When it comes to climate change population matters, particularly for countries in South Asia, Africa and some Arab countries, says Prof. Khalid Rashid. A mathematician and physicist in Pakistan, he has long been studying the phenomenon of global warming and views the uncontrolled population explosion with much trepidation.


But there are climate scientists like Dr Shaheen Rafi Khan, a researcher with an Islamabad-based policy-oriented research institute, the Sustainable Development Policy Institute (SDPI), who insist it is how we live and use resources that matters not the number of people.
“Because,” insists Dr Khan, “the focus remains on emissions in the North and adaptation to climate change in the South. The South is the victim of climate change not the agent.”


He however, adds: “Population growth impact is likely to be incremental and the country that will contribute substantively to it will be India, with its large and growing population and surging economic growth.”


As people struggle to survive in poor countries, environmental degradation is more pervasive. Long-term sustainable development goals are disregarded in favour of immediate subsistence needs. Increased use of wood for fuel, abusive use of land and water resources, in the form of overgrazing, over fishing, depletion of fresh water and desertification – are common in poor countries.


In Asia, in particular, another cause for concern is the rapid industrialisation of India and China. This means fossil fuel consumption has increased.

“Deep down human population is the main cause. If the world population would stay around 100 million, this population could afford an energy-intensive, yet sustainable, lifestyle. The effect on the planet would be small,” says Prof. Rashid.

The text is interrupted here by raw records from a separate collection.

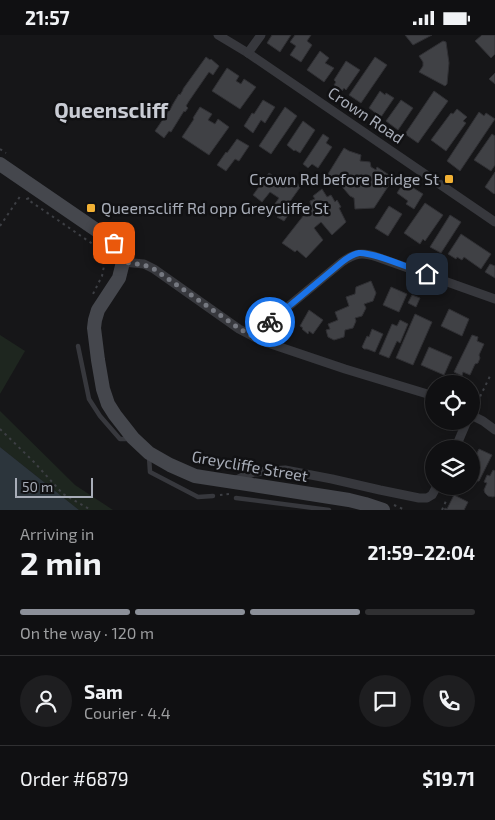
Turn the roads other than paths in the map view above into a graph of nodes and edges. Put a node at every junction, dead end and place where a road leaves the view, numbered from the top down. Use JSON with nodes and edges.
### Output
{"nodes":[{"id":1,"x":218,"y":35,"type":"edge"},
{"id":2,"x":261,"y":35,"type":"edge"},
{"id":3,"x":248,"y":53,"type":"junction"},
{"id":4,"x":0,"y":164,"type":"edge"},
{"id":5,"x":495,"y":222,"type":"edge"},
{"id":6,"x":123,"y":262,"type":"junction"},
{"id":7,"x":495,"y":299,"type":"edge"},
{"id":8,"x":254,"y":337,"type":"junction"},
{"id":9,"x":78,"y":346,"type":"dead end"},
{"id":10,"x":425,"y":393,"type":"edge"},
{"id":11,"x":480,"y":420,"type":"edge"},
{"id":12,"x":495,"y":430,"type":"edge"},
{"id":13,"x":134,"y":438,"type":"junction"},
{"id":14,"x":149,"y":453,"type":"junction"},
{"id":15,"x":232,"y":482,"type":"junction"},
{"id":16,"x":214,"y":495,"type":"road end"},
{"id":17,"x":432,"y":495,"type":"edge"},
{"id":18,"x":236,"y":498,"type":"road end"},
{"id":19,"x":328,"y":510,"type":"edge"},
{"id":20,"x":383,"y":510,"type":"edge"}],
"edges":[{"from":1,"to":3,"type":"street","name":"Crown Road"},
{"from":2,"to":3,"type":"street"},
{"from":3,"to":5,"type":"street","name":"Crown Road"},
{"from":4,"to":6,"type":"main road"},
{"from":6,"to":8,"type":"street"},
{"from":6,"to":13,"type":"main road","name":"Greycliffe Street"},
{"from":7,"to":8,"type":"street"},
{"from":8,"to":10,"type":"street"},
{"from":9,"to":13,"type":"lane"},
{"from":11,"to":12,"type":"street"},
{"from":13,"to":14,"type":"main road","name":"Greycliffe Street"},
{"from":14,"to":15,"type":"main road","name":"Greycliffe Street"},
{"from":14,"to":16,"type":"lane"},
{"from":15,"to":17,"type":"street"},
{"from":15,"to":20,"type":"main road","name":"Greycliffe Street"},
{"from":18,"to":19,"type":"lane"}]}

The mathematician in him begins calculating. “It is very obvious that by 2050, the Indian subcontinent will have to support 350 million Pakistanis; 1.65 billion Indians; 40 million Nepalese; 300 million Bangladeshis and 30 million Sri Lankans. The total will be about 2.4 billion people. This was the total population of the whole earth around 1950. The strain on resources will be tremendous, and consequences catastrophic,” he prophesies.